Supplied data —
--- START ---

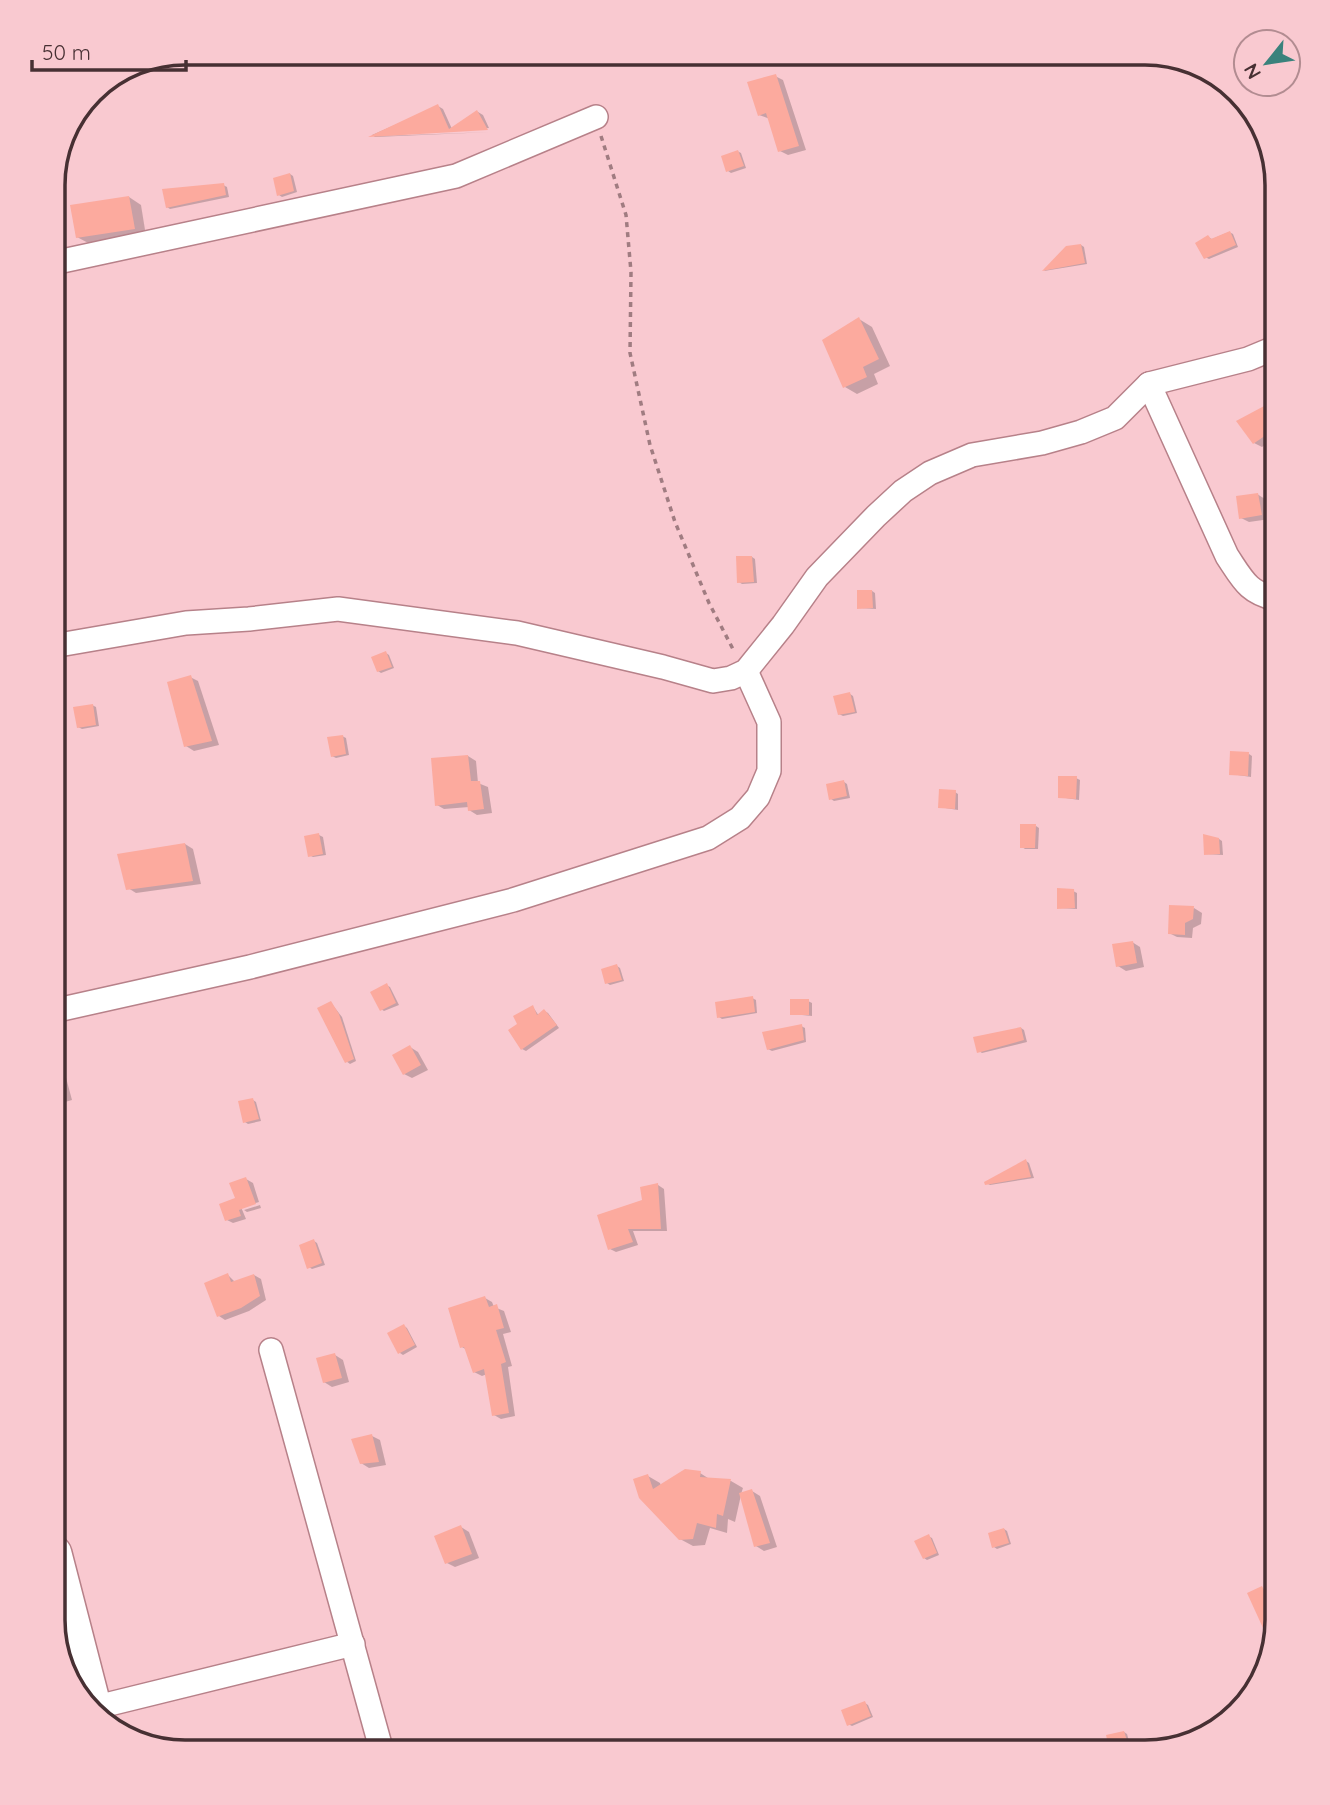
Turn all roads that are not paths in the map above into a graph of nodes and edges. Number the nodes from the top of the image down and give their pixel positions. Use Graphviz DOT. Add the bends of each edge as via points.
graph roads {
  1 [pos="596,117"];
  2 [pos="65,260"];
  3 [pos="1265,352"];
  4 [pos="1149,384"];
  5 [pos="1265,595"];
  6 [pos="65,644"];
  7 [pos="746,671"];
  8 [pos="65,1008"];
  9 [pos="271,1350"];
  10 [pos="65,1603"];
  11 [pos="353,1644"];
  12 [pos="88,1691"];
  13 [pos="101,1706"];
  14 [pos="379,1740"];
  1 -- 2 [label="street" via="456,176"];
  3 -- 4 [label="street"];
  4 -- 5 [label="street" via="1227,556 1244,581"];
  4 -- 7 [label="street" via="1115,418 1042,443 972,455 903,491 817,577"];
  6 -- 7 [label="street" via="186,623 338,609 517,633 713,681"];
  7 -- 8 [label="street" via="769,722 769,771 758,797 740,818 708,838 513,900"];
  9 -- 11 [label="street"];
  10 -- 12 [label="highway"];
  11 -- 13 [label="street"];
  11 -- 14 [label="street"];
}
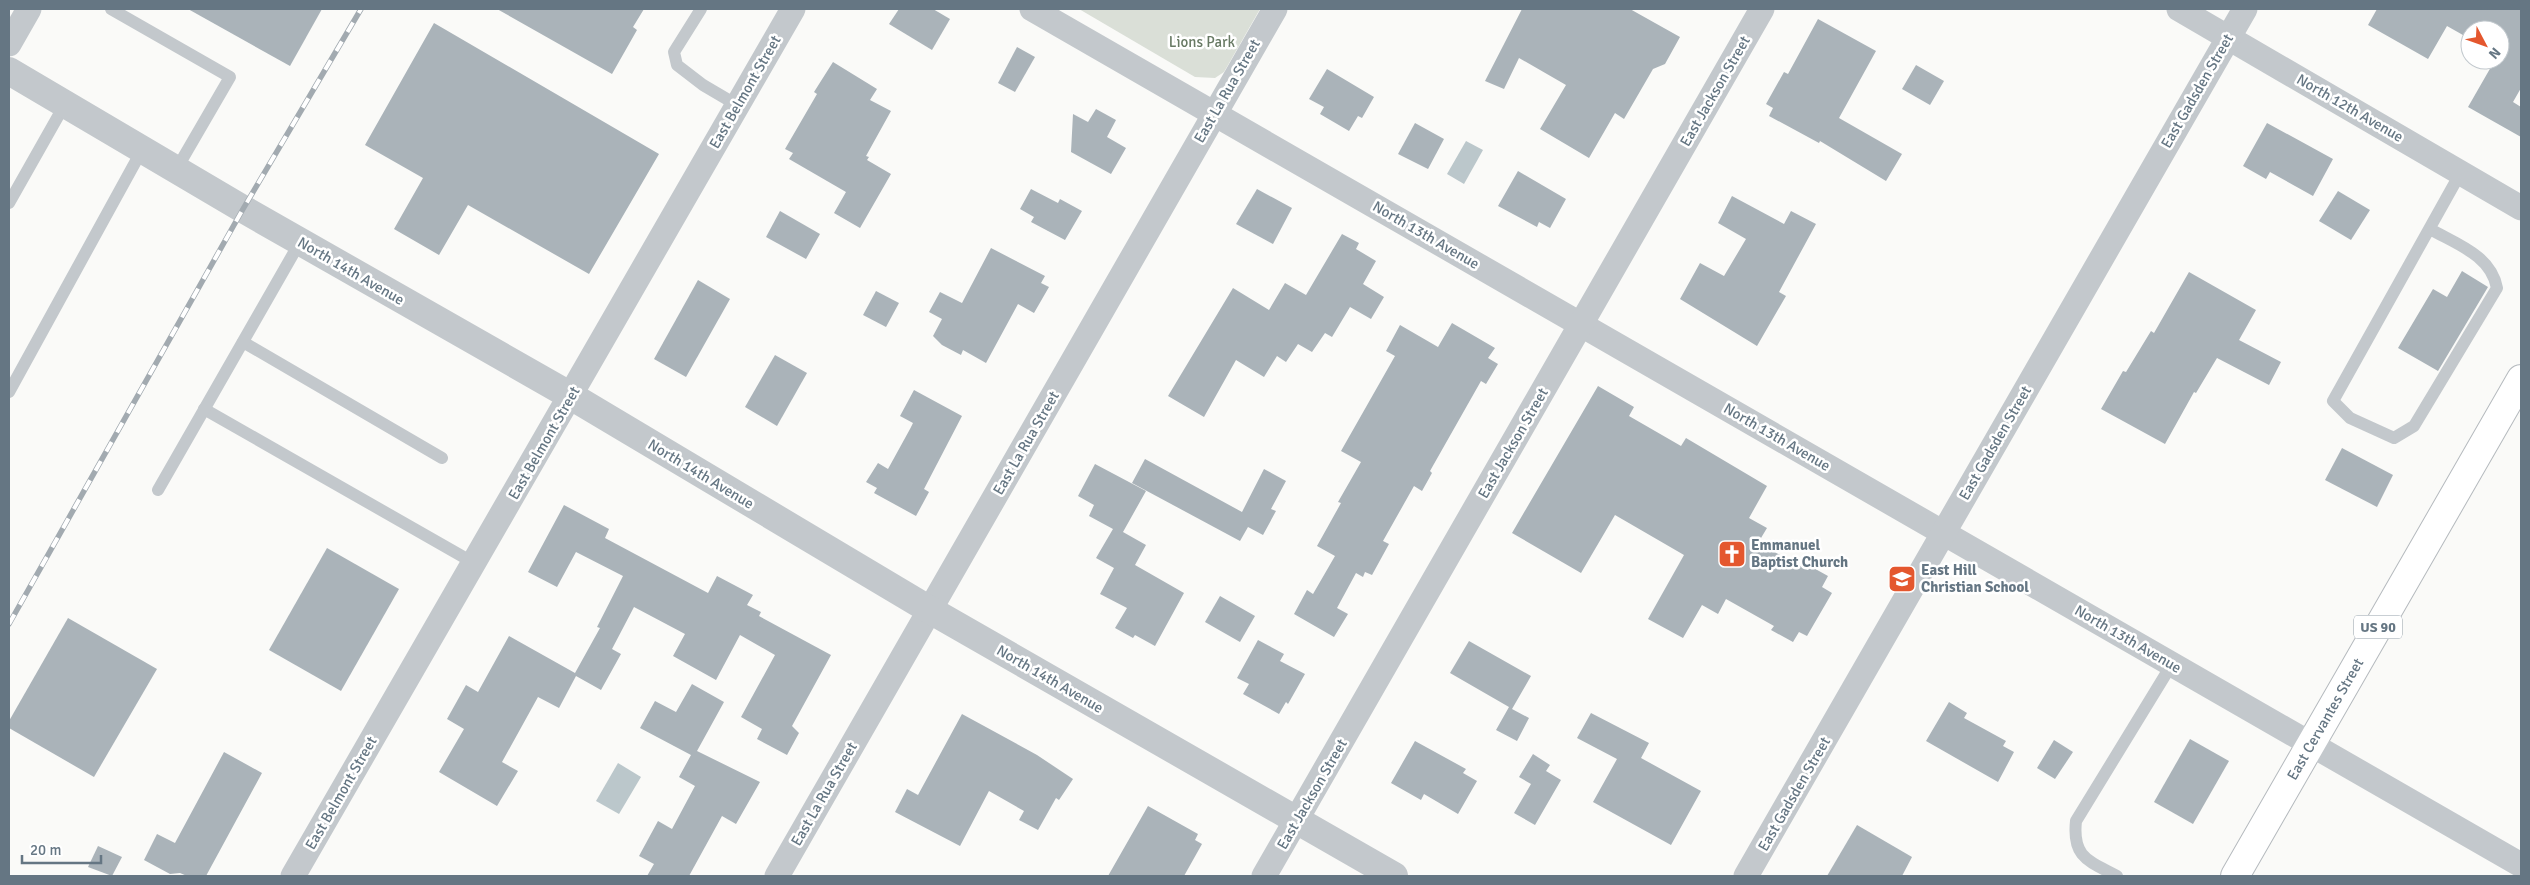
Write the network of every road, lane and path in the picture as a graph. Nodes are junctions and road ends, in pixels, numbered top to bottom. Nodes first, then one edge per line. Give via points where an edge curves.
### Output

--- END ---

The problem —
Retype all of the material above exactly; the pictures stay out.

Solution to the exercise —
Turn all roads that are not paths in the map above into a graph of nodes and edges. Number the nodes from the top of the image down and give their pixel positions. Use Graphviz DOT. Add the bends of each edge as via points.
graph roads {
  1 [pos="596,117"];
  2 [pos="65,260"];
  3 [pos="1265,352"];
  4 [pos="1149,384"];
  5 [pos="1265,595"];
  6 [pos="65,644"];
  7 [pos="746,671"];
  8 [pos="65,1008"];
  9 [pos="271,1350"];
  10 [pos="65,1603"];
  11 [pos="353,1644"];
  12 [pos="88,1691"];
  13 [pos="101,1706"];
  14 [pos="379,1740"];
  1 -- 2 [label="street" via="456,176"];
  3 -- 4 [label="street"];
  4 -- 5 [label="street" via="1227,556 1244,581"];
  4 -- 7 [label="street" via="1115,418 1042,443 972,455 903,491 817,577"];
  6 -- 7 [label="street" via="186,623 338,609 517,633 713,681"];
  7 -- 8 [label="street" via="769,722 769,771 758,797 740,818 708,838 513,900"];
  9 -- 11 [label="street"];
  10 -- 12 [label="highway"];
  11 -- 13 [label="street"];
  11 -- 14 [label="street"];
}
Write the network of every road, lane and path in the picture as a graph. Nodes are junctions and road ends, in pixels, numbered top to bottom. Nodes first, then one edge per line. Give via points where an edge curves.
### Output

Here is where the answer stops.